Nesse momento, Jacob apareceu diante de Sandra. Ela apresentou-o para Magda e depois levou-o aos cavalheiros.

— Viu, Goebbels. Ele se parece com um perfeito ariano?

— Perfeito até demais. Prazer, jovem. Joseph Goebbels, Ministro da Propaganda.

Um dos privilégios de ser filho dos Fitschen era saber das coisas que se passavam na Alemanha. As propagandas de rádio e o audiovisual eram constantes e sempre levavam o nome de Joseph Goebbels. Portanto Jacob sabia sobre Goebbels e a sua história como o homem mais leal a Hitler, o homem cujo o objetivo era alienar o maior número de pessoas na Alemanha.

— Vai me deixar no vácuo, Ralph? — perguntou ao não ser cumprimentado pelo rapaz de imediato. Jacob sentia ojeriza, mas logo teve que cumprimentar para manter o disfarce.

— Eu fiquei um pouco impressionado, senhor. Desculpa por hesitar no cumprimento.

 Goebbels levou na brincadeira e desejou sorte para Jacob. Os alunos representantes foram colocados no meio do pátio. Orientados pelos treinadores, foram para as marcas. Eram dezenas de participantes, incluindo austríacos.

— Veremos se aquele rapaz manterá a sua invencibilidade.

— Põe fé no seu filho, coronel?

— Você não viu a dedicação dele, Goebbels. Meu Ralph é um puro homem perfeito. Uma máquina de combate.

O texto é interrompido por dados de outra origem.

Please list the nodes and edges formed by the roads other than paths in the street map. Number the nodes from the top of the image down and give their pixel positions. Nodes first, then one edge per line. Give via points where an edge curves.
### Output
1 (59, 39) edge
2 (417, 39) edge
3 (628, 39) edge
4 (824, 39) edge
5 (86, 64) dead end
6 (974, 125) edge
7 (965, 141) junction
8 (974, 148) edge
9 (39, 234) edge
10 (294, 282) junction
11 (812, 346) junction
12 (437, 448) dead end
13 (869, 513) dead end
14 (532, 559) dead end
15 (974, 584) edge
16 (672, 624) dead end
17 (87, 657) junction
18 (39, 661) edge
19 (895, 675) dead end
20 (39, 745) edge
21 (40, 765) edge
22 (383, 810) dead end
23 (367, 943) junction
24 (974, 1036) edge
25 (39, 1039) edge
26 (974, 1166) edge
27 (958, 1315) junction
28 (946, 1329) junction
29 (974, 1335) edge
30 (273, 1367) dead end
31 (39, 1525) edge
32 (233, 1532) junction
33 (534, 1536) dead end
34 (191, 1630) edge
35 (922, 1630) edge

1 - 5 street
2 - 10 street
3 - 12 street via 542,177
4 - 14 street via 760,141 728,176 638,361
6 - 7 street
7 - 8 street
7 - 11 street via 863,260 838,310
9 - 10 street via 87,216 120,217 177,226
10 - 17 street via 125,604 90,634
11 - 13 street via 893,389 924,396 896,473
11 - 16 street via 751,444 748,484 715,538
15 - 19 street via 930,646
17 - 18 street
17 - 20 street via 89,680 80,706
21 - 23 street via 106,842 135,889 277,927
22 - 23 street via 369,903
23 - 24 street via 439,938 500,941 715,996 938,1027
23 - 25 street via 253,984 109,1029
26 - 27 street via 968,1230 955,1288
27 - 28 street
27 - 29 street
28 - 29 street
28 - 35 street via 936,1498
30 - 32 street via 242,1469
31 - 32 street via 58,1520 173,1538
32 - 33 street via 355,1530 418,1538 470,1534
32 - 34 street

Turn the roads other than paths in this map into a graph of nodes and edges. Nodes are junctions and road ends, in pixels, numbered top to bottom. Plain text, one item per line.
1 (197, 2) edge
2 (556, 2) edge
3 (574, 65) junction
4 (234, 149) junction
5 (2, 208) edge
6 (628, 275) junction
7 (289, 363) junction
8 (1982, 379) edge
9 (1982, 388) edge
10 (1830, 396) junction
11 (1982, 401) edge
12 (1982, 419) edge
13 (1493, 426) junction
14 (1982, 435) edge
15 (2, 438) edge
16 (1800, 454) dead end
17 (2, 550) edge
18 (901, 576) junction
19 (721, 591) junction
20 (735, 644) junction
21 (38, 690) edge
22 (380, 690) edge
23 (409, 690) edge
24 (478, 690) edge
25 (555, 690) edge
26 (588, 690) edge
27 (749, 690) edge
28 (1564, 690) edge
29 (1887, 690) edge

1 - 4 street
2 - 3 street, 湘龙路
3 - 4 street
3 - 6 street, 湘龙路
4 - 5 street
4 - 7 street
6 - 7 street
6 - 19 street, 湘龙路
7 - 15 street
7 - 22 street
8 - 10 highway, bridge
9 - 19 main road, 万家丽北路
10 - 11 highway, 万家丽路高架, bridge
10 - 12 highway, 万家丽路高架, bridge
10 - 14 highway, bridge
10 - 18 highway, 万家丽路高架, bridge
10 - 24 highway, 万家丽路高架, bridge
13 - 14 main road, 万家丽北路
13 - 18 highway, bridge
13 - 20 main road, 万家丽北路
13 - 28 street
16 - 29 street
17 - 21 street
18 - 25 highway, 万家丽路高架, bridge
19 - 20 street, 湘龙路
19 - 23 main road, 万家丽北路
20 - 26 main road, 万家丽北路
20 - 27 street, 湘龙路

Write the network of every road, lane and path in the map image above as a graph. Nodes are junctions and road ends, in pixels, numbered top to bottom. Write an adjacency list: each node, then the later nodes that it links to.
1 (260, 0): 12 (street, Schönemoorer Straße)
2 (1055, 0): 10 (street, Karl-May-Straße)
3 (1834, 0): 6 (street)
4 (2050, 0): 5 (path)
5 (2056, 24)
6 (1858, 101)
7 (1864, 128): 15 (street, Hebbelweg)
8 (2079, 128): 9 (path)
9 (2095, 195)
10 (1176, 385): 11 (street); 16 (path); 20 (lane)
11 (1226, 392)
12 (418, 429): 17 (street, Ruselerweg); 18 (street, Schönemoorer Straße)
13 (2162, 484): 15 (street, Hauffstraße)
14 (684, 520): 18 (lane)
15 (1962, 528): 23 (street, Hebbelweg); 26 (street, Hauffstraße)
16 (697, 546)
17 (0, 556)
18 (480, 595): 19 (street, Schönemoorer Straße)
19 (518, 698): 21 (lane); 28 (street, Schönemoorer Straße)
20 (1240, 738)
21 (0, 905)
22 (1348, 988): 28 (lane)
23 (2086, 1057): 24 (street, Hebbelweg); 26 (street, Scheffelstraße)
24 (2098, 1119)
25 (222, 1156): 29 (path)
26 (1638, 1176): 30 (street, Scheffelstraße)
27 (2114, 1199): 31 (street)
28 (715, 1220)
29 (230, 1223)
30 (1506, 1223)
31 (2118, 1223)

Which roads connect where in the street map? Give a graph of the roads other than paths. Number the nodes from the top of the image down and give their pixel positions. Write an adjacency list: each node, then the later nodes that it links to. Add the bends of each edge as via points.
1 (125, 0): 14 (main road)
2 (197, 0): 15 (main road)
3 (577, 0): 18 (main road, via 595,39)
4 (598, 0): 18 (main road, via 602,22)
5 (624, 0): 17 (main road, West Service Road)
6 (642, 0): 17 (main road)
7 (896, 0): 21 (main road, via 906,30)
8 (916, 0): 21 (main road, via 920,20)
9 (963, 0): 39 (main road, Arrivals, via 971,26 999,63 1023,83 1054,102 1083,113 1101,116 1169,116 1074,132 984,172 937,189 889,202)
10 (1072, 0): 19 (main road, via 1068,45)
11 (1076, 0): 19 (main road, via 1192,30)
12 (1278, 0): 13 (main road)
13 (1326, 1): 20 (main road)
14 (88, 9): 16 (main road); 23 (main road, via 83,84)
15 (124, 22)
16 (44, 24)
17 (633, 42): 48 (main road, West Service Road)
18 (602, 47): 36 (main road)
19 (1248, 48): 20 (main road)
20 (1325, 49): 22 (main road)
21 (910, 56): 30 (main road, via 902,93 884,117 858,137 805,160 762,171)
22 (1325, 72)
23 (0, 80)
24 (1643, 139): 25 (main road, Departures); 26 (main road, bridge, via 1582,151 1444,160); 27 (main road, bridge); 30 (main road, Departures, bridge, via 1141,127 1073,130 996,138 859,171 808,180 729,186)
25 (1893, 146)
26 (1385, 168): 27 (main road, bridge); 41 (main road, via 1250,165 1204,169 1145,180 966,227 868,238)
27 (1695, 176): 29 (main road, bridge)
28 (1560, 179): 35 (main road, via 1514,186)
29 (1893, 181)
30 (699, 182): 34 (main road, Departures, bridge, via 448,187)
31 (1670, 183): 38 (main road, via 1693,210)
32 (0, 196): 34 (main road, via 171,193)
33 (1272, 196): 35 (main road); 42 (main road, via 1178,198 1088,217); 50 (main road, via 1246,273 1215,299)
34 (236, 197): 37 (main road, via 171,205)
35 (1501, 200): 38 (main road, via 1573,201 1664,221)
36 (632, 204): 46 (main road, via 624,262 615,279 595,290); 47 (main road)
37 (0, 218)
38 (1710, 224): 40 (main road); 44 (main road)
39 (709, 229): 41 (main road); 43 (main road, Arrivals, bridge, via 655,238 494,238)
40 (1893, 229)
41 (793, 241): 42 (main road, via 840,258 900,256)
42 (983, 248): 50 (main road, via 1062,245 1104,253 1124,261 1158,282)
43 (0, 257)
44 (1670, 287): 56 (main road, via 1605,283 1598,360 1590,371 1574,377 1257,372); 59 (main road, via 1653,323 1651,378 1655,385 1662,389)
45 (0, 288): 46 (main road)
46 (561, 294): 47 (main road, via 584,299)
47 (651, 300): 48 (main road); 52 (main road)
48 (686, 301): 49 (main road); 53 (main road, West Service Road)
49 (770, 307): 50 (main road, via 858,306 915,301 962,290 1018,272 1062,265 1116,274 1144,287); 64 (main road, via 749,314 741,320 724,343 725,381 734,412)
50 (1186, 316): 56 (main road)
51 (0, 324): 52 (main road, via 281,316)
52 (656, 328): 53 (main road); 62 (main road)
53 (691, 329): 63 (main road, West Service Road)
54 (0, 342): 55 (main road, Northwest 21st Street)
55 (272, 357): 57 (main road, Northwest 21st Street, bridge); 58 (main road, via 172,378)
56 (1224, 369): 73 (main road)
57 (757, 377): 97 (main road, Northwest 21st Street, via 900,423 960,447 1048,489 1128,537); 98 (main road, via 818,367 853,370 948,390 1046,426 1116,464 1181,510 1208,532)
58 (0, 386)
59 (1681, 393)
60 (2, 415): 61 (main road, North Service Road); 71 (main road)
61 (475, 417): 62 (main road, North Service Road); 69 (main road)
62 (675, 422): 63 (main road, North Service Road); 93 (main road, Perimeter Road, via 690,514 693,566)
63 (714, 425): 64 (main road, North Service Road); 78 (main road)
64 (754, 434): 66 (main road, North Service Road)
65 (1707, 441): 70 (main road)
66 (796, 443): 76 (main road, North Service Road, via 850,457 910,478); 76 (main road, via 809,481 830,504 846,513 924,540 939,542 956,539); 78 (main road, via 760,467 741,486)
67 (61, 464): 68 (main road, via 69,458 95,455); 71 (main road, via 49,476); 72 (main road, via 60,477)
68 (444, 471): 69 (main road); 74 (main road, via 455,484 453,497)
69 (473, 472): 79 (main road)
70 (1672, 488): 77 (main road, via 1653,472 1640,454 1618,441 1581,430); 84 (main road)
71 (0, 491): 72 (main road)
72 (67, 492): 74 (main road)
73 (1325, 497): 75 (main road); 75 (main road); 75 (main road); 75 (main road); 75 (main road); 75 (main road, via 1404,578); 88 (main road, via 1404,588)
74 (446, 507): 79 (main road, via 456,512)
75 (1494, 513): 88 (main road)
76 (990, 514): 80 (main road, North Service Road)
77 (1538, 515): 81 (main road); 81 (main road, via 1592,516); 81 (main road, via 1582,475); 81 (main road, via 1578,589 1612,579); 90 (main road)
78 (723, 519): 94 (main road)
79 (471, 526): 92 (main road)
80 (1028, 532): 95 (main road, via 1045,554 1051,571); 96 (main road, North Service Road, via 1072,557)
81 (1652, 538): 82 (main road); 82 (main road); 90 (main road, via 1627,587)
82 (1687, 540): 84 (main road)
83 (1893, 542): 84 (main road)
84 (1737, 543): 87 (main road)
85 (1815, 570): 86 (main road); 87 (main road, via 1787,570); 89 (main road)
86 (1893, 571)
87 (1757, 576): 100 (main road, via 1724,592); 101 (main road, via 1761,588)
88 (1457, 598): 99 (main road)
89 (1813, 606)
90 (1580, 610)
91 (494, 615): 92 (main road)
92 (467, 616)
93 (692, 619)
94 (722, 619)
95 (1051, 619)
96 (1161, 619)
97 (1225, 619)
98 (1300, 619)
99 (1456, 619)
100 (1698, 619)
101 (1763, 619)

O primeiro desafio era uma corrida com obstáculos, porém não eram obstáculos como no atletismo. Eram objetos como pneus,cercas, muros de madeira, troncos de árvores entre outros obstáculos — tal como competição em acampamentos, por exemplo.

Schmidt deu um tiro para o alto e assim iniciou os jogos da Juventude Hitlerista. Por cinco dias consecutivos os adolescentes competiram em diversas modalidades, cada uma eliminando os últimos colocados. Por fim o que sobrou mesmo foi algo parecido com o triatlo moderno — apenas com a bicicleta e a corrida. A corrida terminou dentro do estádio de Berlim, usado nas Olimpíadas. E quem foi o vencedor?

A medalha de ouro foi entregue para Jacob pelo desempenho espetacular nos jogos, incluindo a quebra do recorde da competição. Pela primeira vez desde que Grimsley participou alguém quebra recorde. Jacob ultrapassou as expectativas e venceu o queridinho da juventude desde 1935. Cerca de dez mil pessoas aplaudiram o agora famoso Ralph Fitschen pelo grande feito e por mostrar como um "ariano fazia". Mesmo em meio a guerra, o povo alienou-se naquele show. Quem ficou satisfeito mesmo foi o Coronel Fitschen, que inclusive relembrou a Goebbels o que disse cinco dias antes.

— Parabéns. Subestimei a nova leva de homens alemães. Isso só prova que a nossa raça está evoluindo — disse Goebbels cumprimentando os Fitschen.

Sim, um cara metade judeu quebrou o famoso recorde de um alemão puro. O que provou que a raça superior ariana era pura balela e que se Jacob fosse de qualquer etnia, desde que com o mesmo preparo físico, venceria do mesmo jeito.

Foi a primeira vez que o coronel esboçou um sorriso e mostrou-se mais afetuoso com ele.

 

Abril de 1942

A guerra ainda em curso, Jacob sabia que a qualquer momento estará num campo de batalha. Na escola teve que lidar com as investidas mais insistentes de Lola, por isso resolveu voltar à Cracóvia para duas coisas: rever Dorota e talvez saber onde sua família estava. Saber que voltaria a ver o seu amor de adolescência foi um alívio, porque até então ficava com a consciência pesada perto de Lola.

O trem para a a Polônia saiu de uma estação da capital para o sul do país vizinho. Aguardou ansioso para saber sobre a sua família. Seria um alívio caso soubesse que ficaram a salvos.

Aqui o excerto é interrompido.